What needs to be done - A complete answer lists every line of the entries below where the string "Drive" appears.

+++ Data to examine

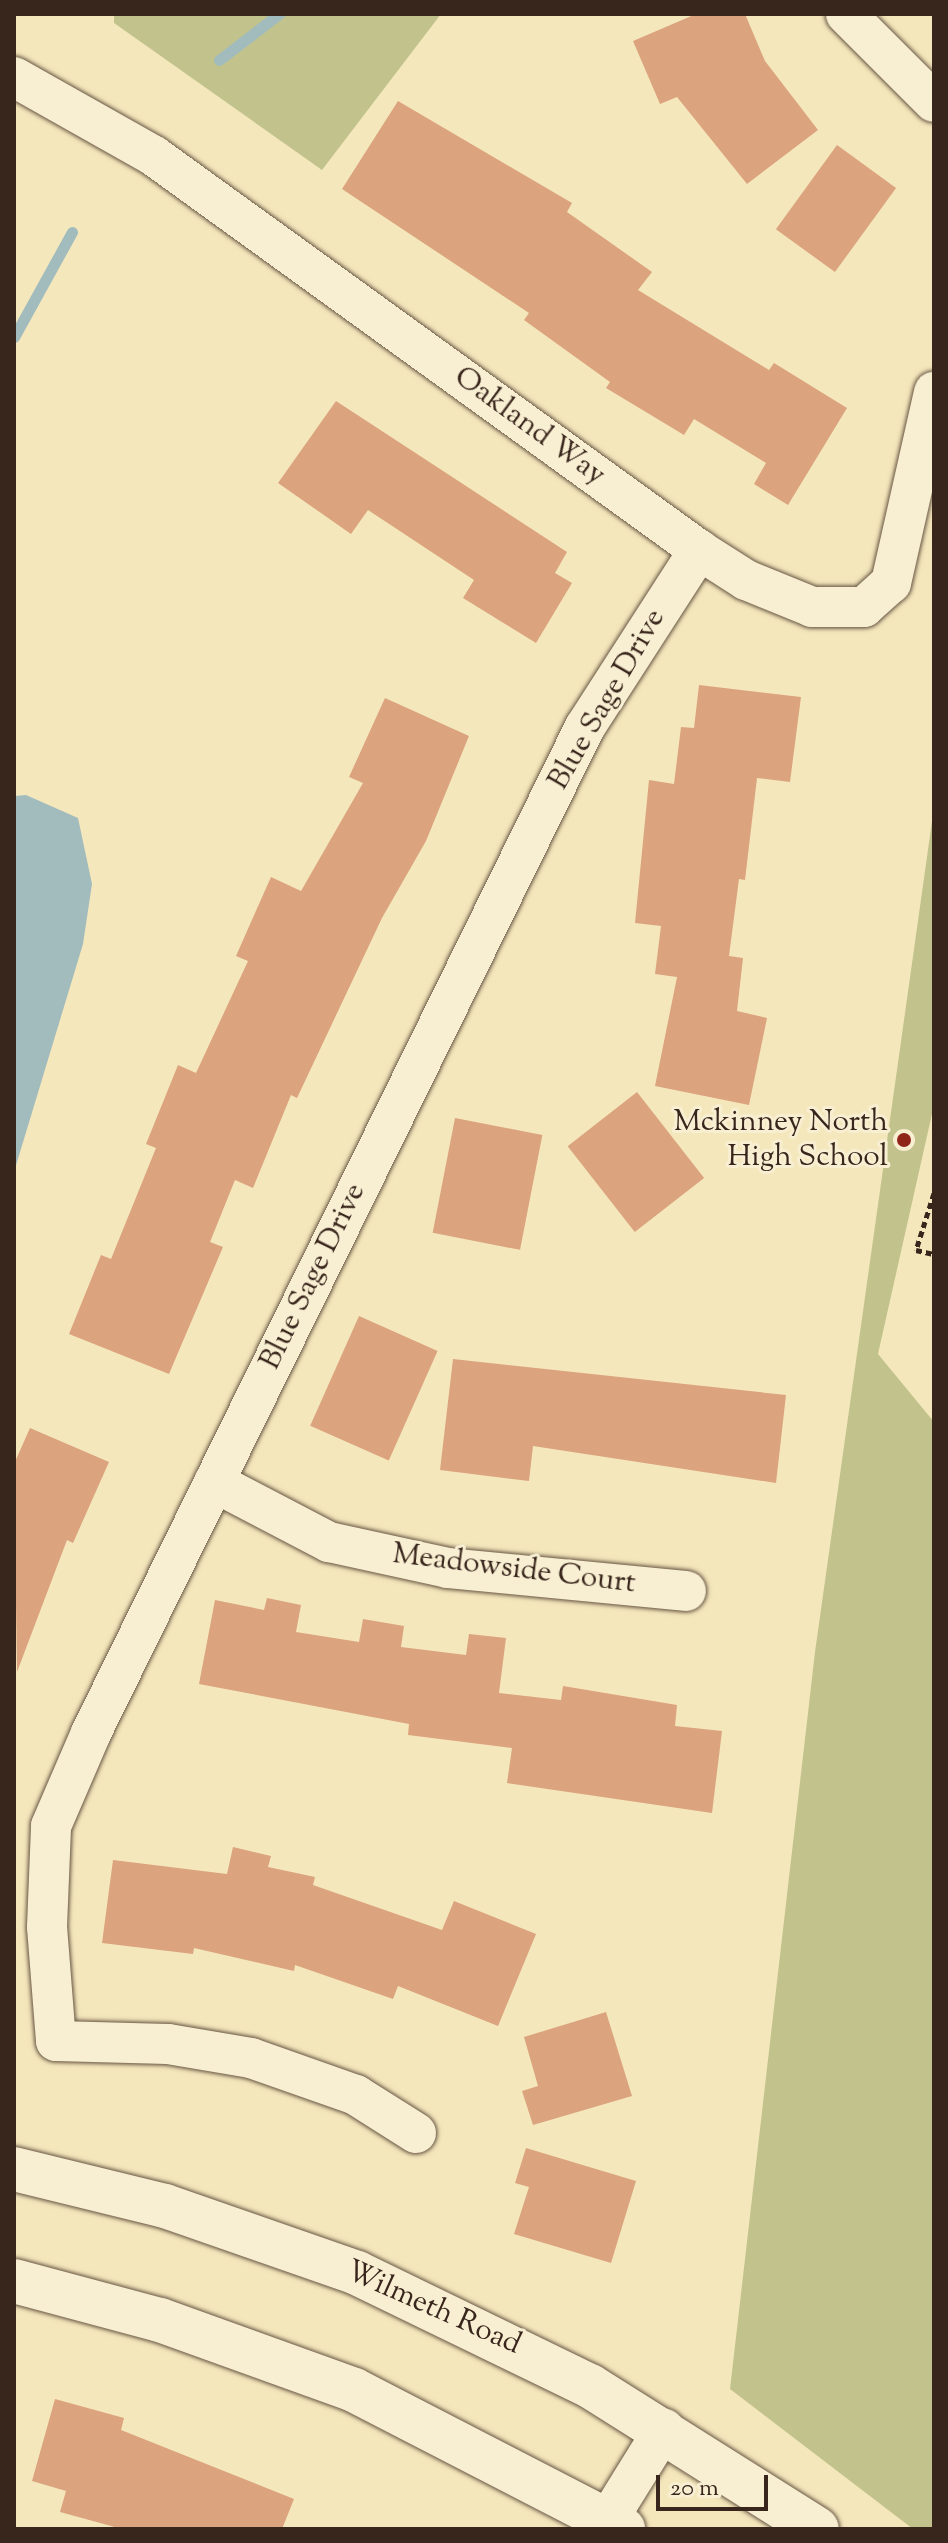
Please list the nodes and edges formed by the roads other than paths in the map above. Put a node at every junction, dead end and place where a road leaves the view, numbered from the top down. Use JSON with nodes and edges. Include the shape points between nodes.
{"nodes":[{"id":1,"x":846,"y":14,"type":"edge"},
{"id":2,"x":14,"y":77,"type":"edge"},
{"id":3,"x":934,"y":102,"type":"edge"},
{"id":4,"x":934,"y":392,"type":"edge"},
{"id":5,"x":699,"y":550,"type":"junction"},
{"id":6,"x":214,"y":1482,"type":"junction"},
{"id":7,"x":686,"y":1591,"type":"dead end"},
{"id":8,"x":416,"y":2133,"type":"dead end"},
{"id":9,"x":14,"y":2169,"type":"edge"},
{"id":10,"x":14,"y":2281,"type":"edge"},
{"id":11,"x":664,"y":2429,"type":"junction"},
{"id":12,"x":611,"y":2526,"type":"edge"},
{"id":13,"x":817,"y":2529,"type":"edge"}],
"edges":[{"from":1,"to":3,"type":"street"},
{"from":2,"to":5,"type":"street","name":"Oakland Way","via":[[154,156]]},
{"from":4,"to":5,"type":"street","name":"Oakland Way","via":[[897,567],[880,597],[848,610],[812,607],[746,580]]},
{"from":5,"to":6,"type":"street","name":"Blue Sage Drive","via":[[585,727]]},
{"from":6,"to":7,"type":"street","name":"Meadowside Court","via":[[329,1542],[448,1568]]},
{"from":6,"to":8,"type":"street","name":"Blue Sage Drive","via":[[51,1826],[47,1927],[56,2041],[168,2044],[251,2058],[356,2095]]},
{"from":9,"to":11,"type":"main road","name":"Wilmeth Road","via":[[165,2206],[357,2273],[534,2355]]},
{"from":10,"to":12,"type":"main road","via":[[160,2320],[354,2390]]},
{"from":11,"to":12,"type":"street"},
{"from":11,"to":13,"type":"main road","name":"Wilmeth Road"}]}
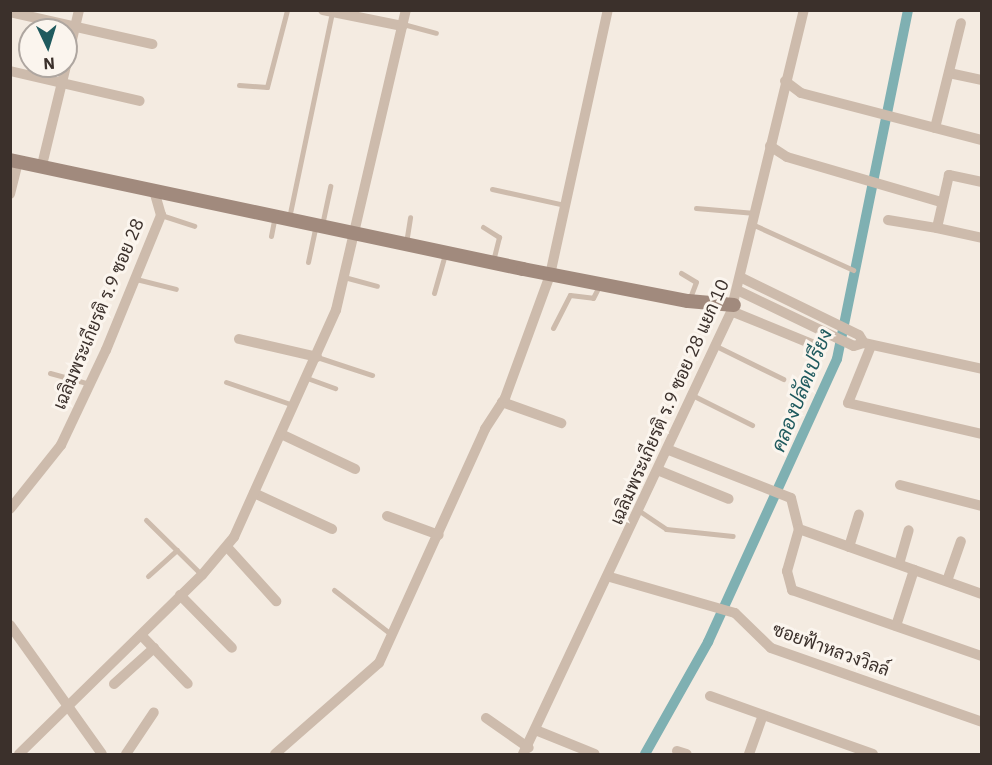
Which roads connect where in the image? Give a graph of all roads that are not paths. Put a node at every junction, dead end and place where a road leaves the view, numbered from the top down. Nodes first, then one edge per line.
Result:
1 (287, 10) edge
2 (406, 10) edge
3 (608, 10) edge
4 (804, 10) edge
5 (327, 11) edge
6 (10, 12) edge
7 (38, 18) edge
8 (961, 23) dead end
9 (402, 25) junction
10 (78, 27) edge
11 (436, 33) dead end
12 (152, 44) dead end
13 (10, 71) edge
14 (949, 73) junction
15 (63, 78) edge
16 (981, 80) edge
17 (785, 81) junction
18 (62, 82) junction
19 (238, 85) dead end
20 (140, 101) dead end
21 (934, 128) junction
22 (981, 140) edge
23 (770, 146) junction
24 (14, 160) edge
25 (42, 165) junction
26 (981, 182) edge
27 (330, 186) dead end
28 (492, 189) dead end
29 (154, 190) junction
30 (10, 194) edge
31 (941, 202) junction
32 (566, 205) junction
33 (696, 208) dead end
34 (757, 213) junction
35 (161, 215) junction
36 (282, 216) junction
37 (410, 218) dead end
38 (888, 220) dead end
39 (319, 224) junction
40 (754, 225) junction
41 (194, 226) dead end
42 (483, 227) dead end
43 (937, 228) junction
44 (355, 232) junction
45 (271, 236) dead end
46 (981, 238) edge
47 (406, 243) junction
48 (446, 252) junction
49 (308, 262) dead end
50 (492, 263) junction
51 (853, 270) dead end
52 (681, 273) dead end
53 (550, 274) junction
54 (344, 277) junction
55 (742, 278) junction
56 (136, 279) junction
57 (600, 284) junction
58 (376, 285) dead end
59 (176, 288) dead end
60 (739, 291) junction
61 (434, 293) dead end
62 (771, 297) junction
63 (688, 301) junction
64 (732, 308) junction
65 (767, 308) junction
66 (802, 317) junction
67 (553, 328) dead end
68 (239, 339) dead end
69 (862, 342) junction
70 (812, 344) dead end
71 (716, 346) junction
72 (317, 357) junction
73 (981, 369) edge
74 (50, 373) dead end
75 (372, 375) dead end
76 (307, 378) junction
77 (783, 379) dead end
78 (226, 382) dead end
79 (90, 384) junction
80 (335, 388) dead end
81 (694, 396) junction
82 (502, 402) junction
83 (295, 406) junction
84 (561, 423) dead end
85 (752, 425) dead end
86 (281, 434) junction
87 (981, 435) edge
88 (669, 450) junction
89 (355, 469) dead end
90 (660, 471) junction
91 (900, 486) dead end
92 (254, 493) junction
93 (729, 499) dead end
94 (981, 506) edge
95 (10, 509) edge
96 (641, 512) junction
97 (859, 514) dead end
98 (387, 516) dead end
99 (146, 520) dead end
100 (332, 529) dead end
101 (799, 529) junction
102 (909, 530) dead end
103 (439, 535) junction
104 (733, 536) dead end
105 (961, 541) dead end
106 (849, 547) junction
107 (228, 548) junction
108 (177, 550) junction
109 (899, 564) junction
110 (914, 570) junction
111 (202, 575) junction
112 (148, 576) dead end
113 (610, 577) junction
114 (947, 581) junction
115 (334, 590) dead end
116 (981, 594) edge
117 (180, 595) junction
118 (276, 601) dead end
119 (10, 625) edge
120 (896, 626) junction
121 (142, 636) junction
122 (393, 636) junction
123 (153, 648) junction
124 (232, 648) dead end
125 (981, 656) edge
126 (114, 684) dead end
127 (188, 684) dead end
128 (710, 696) dead end
129 (70, 708) junction
130 (154, 712) dead end
131 (763, 715) junction
132 (486, 718) dead end
133 (981, 722) edge
134 (538, 731) junction
135 (526, 751) edge
136 (19, 754) edge
137 (102, 754) edge
138 (126, 754) edge
139 (275, 754) edge
140 (596, 754) edge
141 (749, 754) edge
142 (873, 754) edge

1 - 19 lane
2 - 9 street
3 - 32 street
4 - 17 street, เฉลิมพระเกียรติ ร.9 ซอย 28 แยก 10
5 - 9 street
5 - 36 lane
6 - 7 street
8 - 14 street
9 - 11 lane
9 - 44 street
10 - 12 street
13 - 18 street
14 - 16 street
14 - 21 street
15 - 18 street
17 - 21 street
17 - 23 street, เฉลิมพระเกียรติ ร.9 ซอย 28 แยก 10
18 - 20 street
18 - 25 street
21 - 22 street
23 - 31 street
23 - 34 street, เฉลิมพระเกียรติ ร.9 ซอย 28 แยก 10
24 - 25 street
24 - 30 street
25 - 29 street
26 - 31 street
27 - 39 lane
28 - 32 lane
29 - 35 street, เฉลิมพระเกียรติ ร.9 ซอย 28
29 - 36 street
31 - 43 street
32 - 53 street
33 - 34 lane
34 - 40 street, เฉลิมพระเกียรติ ร.9 ซอย 28 แยก 10
35 - 41 lane
35 - 56 street, เฉลิมพระเกียรติ ร.9 ซอย 28
36 - 39 street
36 - 45 lane
37 - 47 lane
38 - 43 street
39 - 44 street
39 - 49 lane
40 - 51 lane
40 - 55 street, เฉลิมพระเกียรติ ร.9 ซอย 28 แยก 10
42 - 50 lane
43 - 46 street
44 - 47 street
44 - 54 street
47 - 48 street
48 - 50 street
48 - 61 lane
50 - 53 street
52 - 63 lane
53 - 57 street
53 - 82 street
54 - 58 lane
54 - 72 street
55 - 60 street, เฉลิมพระเกียรติ ร.9 ซอย 28 แยก 10
55 - 62 street
56 - 59 lane
56 - 79 street, เฉลิมพระเกียรติ ร.9 ซอย 28
57 - 63 street
57 - 67 lane
60 - 64 street, เฉลิมพระเกียรติ ร.9 ซอย 28 แยก 10
60 - 65 street
62 - 65 street
62 - 66 street
63 - 64 street
64 - 70 street
64 - 71 street, เฉลิมพระเกียรติ ร.9 ซอย 28 แยก 10
65 - 66 street
66 - 69 street
68 - 72 street
69 - 73 street
69 - 87 street
71 - 77 lane
71 - 81 street, เฉลิมพระเกียรติ ร.9 ซอย 28 แยก 10
72 - 75 lane
72 - 76 street
74 - 79 lane
76 - 80 lane
76 - 83 street
78 - 83 lane
79 - 95 street, เฉลิมพระเกียรติ ร.9 ซอย 28
81 - 85 lane
81 - 88 street, เฉลิมพระเกียรติ ร.9 ซอย 28 แยก 10
82 - 84 street
82 - 103 street
83 - 86 street
86 - 89 street
86 - 92 street
88 - 90 street, เฉลิมพระเกียรติ ร.9 ซอย 28 แยก 10
88 - 101 street
90 - 93 street
90 - 96 street, เฉลิมพระเกียรติ ร.9 ซอย 28 แยก 10
91 - 94 street
92 - 100 street
92 - 107 street
96 - 104 lane
96 - 113 street, เฉลิมพระเกียรติ ร.9 ซอย 28 แยก 10
97 - 106 street
98 - 103 street
99 - 108 lane
101 - 106 street
101 - 120 street
102 - 109 street
103 - 122 street
105 - 114 street
106 - 109 street
107 - 111 street
107 - 118 street
108 - 111 lane
108 - 112 lane
109 - 110 street
110 - 114 street
110 - 120 street
111 - 117 street
113 - 133 street, ซอยฟ้าหลวงวิลล์
113 - 134 street, เฉลิมพระเกียรติ ร.9 ซอย 28 แยก 10
114 - 116 street
115 - 122 lane
117 - 121 street
117 - 124 street
119 - 129 street
120 - 125 street
121 - 123 street
121 - 129 street
122 - 139 street
123 - 126 street
123 - 127 street
128 - 131 street
129 - 136 street
129 - 137 street
130 - 138 street
131 - 141 street
131 - 142 street
132 - 135 street
134 - 135 street, เฉลิมพระเกียรติ ร.9 ซอย 28 แยก 10
134 - 140 street

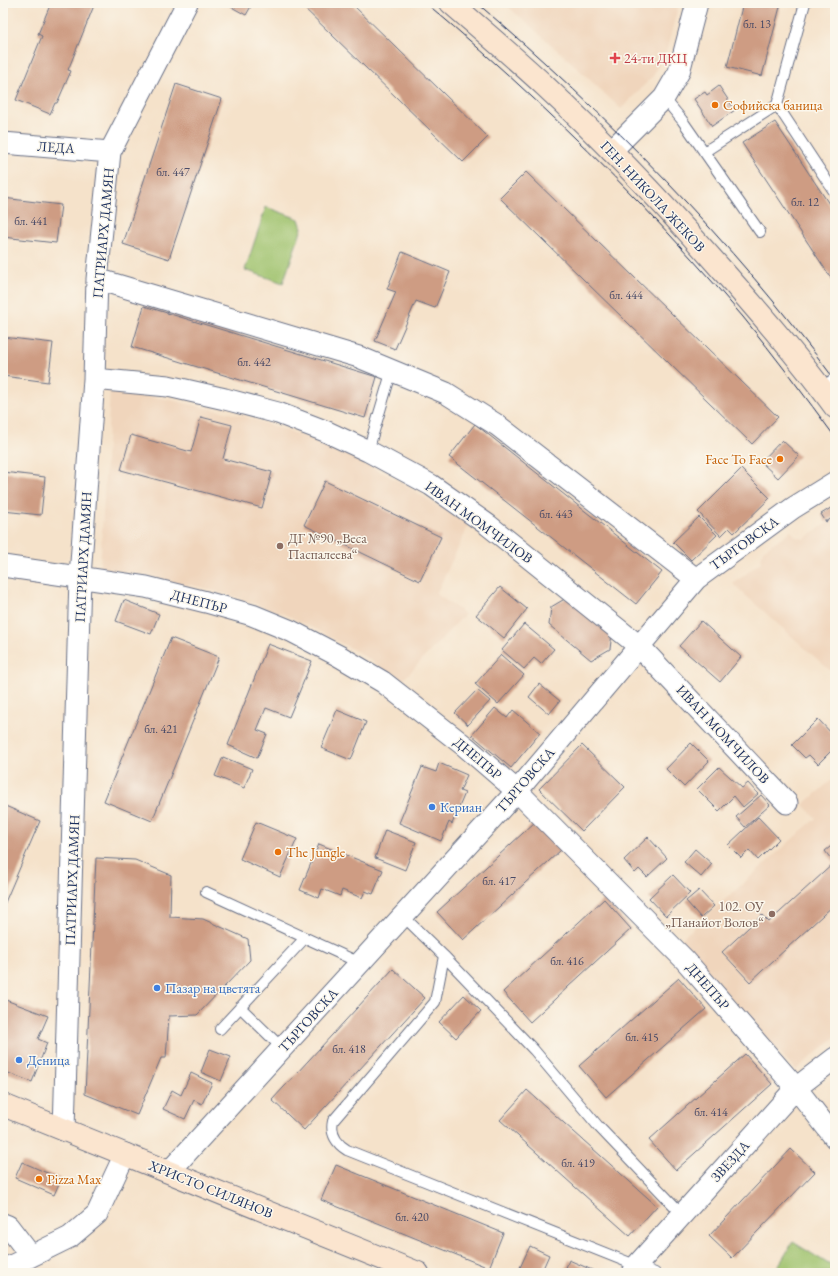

++++++

Your solution -
{"from":5,"to":6,"type":"street","name":"Blue Sage Drive","via":[[585,727]]},
{"from":6,"to":8,"type":"street","name":"Blue Sage Drive","via":[[51,1826],[47,1927],[56,2041],[168,2044],[251,2058],[356,2095]]},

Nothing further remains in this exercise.